**Task objective:**
The number of lines containing the word "Clemenceau" is all you should give; count them in the records below.

**Stored data entries:**
________

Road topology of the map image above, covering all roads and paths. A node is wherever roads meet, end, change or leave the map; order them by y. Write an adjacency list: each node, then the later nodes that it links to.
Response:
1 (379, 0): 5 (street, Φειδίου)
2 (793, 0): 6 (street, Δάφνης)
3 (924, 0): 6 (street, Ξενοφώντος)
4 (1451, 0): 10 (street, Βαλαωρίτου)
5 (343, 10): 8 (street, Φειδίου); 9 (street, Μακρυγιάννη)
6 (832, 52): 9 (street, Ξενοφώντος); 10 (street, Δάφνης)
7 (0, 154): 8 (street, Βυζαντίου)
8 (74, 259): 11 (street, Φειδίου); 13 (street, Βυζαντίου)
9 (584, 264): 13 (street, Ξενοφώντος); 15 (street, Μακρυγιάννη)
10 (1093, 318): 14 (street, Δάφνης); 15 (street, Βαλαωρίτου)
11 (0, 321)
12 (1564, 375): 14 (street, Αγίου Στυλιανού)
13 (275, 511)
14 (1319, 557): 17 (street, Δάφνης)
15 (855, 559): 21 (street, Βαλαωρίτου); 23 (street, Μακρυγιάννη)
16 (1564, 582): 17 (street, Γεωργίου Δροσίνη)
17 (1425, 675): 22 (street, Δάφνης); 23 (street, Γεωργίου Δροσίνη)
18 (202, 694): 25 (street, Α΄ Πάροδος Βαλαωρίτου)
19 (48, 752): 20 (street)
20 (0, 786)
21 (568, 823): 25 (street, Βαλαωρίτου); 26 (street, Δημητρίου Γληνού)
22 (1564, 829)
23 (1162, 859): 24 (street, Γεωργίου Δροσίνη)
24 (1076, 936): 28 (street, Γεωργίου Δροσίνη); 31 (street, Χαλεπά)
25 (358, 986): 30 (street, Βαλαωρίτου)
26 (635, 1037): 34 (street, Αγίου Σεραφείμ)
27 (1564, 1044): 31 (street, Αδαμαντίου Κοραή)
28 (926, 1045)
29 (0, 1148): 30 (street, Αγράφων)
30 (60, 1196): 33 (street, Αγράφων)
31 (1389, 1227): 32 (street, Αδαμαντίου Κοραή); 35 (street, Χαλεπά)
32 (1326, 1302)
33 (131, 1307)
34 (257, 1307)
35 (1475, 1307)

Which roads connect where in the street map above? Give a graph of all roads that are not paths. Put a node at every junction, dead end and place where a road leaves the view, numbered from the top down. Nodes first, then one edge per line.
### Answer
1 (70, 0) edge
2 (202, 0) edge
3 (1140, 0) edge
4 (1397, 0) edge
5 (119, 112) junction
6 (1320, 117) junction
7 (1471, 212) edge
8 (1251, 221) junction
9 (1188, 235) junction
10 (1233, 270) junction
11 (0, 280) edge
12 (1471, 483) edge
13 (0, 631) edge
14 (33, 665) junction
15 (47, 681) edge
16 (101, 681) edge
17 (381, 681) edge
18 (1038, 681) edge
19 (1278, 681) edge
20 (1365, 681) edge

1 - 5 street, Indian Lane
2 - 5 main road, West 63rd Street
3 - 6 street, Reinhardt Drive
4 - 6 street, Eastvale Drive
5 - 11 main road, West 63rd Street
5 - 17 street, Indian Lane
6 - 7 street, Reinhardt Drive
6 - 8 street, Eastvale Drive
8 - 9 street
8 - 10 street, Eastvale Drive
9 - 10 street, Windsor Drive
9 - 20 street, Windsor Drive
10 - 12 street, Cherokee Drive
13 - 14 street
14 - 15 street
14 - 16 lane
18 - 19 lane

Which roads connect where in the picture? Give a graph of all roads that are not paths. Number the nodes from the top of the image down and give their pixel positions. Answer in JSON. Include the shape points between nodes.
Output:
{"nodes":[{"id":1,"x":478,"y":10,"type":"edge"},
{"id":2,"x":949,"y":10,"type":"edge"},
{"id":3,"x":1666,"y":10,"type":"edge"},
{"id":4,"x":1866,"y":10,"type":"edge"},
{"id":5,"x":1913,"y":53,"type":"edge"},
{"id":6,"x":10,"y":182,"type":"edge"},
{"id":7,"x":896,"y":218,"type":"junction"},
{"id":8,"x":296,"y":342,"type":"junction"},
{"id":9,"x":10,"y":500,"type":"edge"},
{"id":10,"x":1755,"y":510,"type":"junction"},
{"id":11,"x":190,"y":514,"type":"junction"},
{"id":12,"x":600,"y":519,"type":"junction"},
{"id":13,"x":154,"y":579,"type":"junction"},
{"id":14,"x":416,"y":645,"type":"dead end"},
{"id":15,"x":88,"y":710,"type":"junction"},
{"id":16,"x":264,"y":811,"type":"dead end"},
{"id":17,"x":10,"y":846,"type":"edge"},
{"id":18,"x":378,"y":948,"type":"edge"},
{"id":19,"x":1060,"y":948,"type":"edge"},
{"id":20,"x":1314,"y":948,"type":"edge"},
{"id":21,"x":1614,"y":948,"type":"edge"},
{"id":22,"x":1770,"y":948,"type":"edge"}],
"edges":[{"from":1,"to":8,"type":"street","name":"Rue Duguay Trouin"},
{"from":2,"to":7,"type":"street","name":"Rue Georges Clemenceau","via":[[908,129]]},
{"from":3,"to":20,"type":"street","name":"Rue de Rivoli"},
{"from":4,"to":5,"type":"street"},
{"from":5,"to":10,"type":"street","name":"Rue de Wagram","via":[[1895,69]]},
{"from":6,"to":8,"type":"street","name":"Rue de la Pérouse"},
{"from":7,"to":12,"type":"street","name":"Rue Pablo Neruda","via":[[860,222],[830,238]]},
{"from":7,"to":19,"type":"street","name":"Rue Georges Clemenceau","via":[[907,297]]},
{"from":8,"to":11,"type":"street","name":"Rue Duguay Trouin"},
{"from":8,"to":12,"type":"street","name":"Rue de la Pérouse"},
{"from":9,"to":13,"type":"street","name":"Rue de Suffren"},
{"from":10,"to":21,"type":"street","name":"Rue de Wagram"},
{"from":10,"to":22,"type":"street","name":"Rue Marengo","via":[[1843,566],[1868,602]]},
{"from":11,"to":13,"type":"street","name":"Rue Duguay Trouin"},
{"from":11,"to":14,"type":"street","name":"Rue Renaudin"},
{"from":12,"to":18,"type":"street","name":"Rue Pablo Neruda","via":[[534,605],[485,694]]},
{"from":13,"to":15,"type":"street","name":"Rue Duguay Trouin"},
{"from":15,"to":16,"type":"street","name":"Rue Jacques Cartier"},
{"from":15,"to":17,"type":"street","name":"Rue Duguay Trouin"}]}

________

**Completed task:**
2